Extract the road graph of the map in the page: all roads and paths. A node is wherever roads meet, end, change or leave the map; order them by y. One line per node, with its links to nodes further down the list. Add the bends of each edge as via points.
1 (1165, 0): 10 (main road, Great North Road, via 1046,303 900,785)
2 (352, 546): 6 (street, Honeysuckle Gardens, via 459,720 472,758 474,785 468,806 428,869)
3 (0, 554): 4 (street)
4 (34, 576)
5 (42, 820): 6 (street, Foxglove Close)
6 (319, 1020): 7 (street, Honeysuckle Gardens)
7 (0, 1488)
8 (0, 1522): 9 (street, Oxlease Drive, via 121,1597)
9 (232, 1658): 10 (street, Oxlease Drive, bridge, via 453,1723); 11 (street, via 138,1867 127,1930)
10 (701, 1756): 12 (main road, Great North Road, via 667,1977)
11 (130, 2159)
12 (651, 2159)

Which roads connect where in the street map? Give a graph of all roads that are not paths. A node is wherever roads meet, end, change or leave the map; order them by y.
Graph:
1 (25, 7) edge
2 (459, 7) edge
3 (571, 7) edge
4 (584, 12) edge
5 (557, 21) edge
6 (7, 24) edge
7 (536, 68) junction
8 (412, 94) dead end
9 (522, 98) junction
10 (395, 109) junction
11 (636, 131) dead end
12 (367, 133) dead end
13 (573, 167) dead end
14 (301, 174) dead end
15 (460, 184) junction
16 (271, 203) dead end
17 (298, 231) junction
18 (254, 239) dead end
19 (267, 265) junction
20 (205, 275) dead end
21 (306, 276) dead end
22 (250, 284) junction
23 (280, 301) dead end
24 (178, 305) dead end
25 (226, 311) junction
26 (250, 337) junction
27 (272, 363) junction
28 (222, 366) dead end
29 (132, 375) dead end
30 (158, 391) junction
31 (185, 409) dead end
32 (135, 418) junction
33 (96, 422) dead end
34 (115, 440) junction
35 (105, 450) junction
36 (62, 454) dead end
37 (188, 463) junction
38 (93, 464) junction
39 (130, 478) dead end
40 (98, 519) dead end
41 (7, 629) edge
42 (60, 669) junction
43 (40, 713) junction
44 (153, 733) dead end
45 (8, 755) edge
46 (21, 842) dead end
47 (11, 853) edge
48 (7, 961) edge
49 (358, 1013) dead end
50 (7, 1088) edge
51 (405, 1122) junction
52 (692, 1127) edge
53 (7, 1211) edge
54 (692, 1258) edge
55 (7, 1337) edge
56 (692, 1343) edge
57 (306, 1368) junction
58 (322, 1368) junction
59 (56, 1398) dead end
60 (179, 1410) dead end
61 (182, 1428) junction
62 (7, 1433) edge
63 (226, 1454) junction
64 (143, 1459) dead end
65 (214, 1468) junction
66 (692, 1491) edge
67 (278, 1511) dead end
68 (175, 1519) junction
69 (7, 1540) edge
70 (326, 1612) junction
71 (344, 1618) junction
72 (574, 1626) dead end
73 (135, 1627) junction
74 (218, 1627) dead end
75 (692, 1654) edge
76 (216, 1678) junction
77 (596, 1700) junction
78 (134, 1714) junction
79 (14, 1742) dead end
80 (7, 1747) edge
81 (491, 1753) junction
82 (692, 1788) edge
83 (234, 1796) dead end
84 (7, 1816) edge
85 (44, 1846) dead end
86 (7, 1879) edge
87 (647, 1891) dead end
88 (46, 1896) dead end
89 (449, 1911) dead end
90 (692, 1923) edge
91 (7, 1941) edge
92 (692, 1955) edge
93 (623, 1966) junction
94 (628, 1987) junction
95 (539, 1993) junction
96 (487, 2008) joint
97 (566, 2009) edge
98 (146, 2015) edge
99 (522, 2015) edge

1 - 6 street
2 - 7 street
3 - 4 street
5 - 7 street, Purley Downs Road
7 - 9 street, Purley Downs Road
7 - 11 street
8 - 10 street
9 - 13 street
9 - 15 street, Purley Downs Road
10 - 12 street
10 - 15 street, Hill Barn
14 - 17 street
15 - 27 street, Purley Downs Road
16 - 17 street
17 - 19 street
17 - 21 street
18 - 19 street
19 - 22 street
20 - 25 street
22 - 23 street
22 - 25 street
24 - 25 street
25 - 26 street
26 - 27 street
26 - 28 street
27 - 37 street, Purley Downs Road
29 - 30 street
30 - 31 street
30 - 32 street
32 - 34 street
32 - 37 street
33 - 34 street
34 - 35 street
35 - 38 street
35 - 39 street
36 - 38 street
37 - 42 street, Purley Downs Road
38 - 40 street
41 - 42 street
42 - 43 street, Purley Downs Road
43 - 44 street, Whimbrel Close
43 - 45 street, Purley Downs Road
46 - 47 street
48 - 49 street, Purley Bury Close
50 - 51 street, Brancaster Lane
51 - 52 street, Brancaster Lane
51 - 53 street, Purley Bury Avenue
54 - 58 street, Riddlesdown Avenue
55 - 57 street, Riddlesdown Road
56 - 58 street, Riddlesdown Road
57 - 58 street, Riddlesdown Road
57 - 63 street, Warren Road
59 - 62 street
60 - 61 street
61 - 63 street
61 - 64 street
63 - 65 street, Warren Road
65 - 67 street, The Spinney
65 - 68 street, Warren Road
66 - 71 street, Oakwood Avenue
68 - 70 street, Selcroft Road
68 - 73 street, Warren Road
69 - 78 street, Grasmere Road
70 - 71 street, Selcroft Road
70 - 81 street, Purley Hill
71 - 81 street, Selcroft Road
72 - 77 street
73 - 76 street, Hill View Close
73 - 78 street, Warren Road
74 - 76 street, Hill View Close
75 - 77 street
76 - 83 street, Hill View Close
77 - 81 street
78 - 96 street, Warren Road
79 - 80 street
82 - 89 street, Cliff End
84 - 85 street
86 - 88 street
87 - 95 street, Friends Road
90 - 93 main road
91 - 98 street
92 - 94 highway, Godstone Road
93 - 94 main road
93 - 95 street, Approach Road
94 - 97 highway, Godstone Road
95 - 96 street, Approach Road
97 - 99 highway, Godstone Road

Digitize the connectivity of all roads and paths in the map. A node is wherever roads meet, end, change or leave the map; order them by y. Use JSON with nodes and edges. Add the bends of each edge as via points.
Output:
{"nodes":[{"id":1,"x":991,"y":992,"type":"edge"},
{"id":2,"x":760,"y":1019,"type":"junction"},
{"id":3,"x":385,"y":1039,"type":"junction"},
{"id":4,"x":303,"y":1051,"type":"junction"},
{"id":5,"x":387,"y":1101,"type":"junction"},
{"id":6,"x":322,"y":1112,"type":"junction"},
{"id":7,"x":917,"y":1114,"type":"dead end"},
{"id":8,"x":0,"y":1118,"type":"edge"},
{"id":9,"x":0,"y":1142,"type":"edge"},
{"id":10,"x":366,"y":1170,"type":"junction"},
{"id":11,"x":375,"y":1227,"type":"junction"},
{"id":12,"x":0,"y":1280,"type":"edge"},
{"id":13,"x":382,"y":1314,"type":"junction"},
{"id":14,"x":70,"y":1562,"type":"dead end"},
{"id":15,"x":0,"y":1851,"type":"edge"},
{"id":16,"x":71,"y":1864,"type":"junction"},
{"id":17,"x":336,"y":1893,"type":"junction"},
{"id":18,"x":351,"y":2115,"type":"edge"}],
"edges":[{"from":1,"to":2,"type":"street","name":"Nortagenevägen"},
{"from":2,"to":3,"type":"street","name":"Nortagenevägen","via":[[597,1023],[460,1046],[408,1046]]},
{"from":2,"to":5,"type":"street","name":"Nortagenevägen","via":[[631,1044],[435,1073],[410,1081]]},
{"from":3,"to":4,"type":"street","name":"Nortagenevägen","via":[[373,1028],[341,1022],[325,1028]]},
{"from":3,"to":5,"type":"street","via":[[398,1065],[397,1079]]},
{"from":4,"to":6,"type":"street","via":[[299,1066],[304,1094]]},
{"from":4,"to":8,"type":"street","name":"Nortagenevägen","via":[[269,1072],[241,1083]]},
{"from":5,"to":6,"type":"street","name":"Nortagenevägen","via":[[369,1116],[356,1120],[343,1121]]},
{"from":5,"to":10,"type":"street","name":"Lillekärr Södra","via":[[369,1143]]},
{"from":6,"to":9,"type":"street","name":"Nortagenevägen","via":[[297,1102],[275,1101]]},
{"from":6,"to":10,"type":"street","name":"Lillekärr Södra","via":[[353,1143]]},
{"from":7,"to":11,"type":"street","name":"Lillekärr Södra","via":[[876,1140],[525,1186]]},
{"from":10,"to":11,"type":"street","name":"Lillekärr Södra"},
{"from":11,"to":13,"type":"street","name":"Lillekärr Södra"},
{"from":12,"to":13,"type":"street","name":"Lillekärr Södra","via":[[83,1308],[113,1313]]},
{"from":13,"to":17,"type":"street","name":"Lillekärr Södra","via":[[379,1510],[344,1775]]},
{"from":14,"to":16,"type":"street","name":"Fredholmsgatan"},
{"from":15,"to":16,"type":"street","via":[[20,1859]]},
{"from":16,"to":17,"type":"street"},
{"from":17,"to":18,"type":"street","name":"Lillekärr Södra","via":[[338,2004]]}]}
# # #
# What the exercise asks
Looking at the material above, state the number of lines that contain the word "Lane". Give nothing but that number.

# Output of the task
2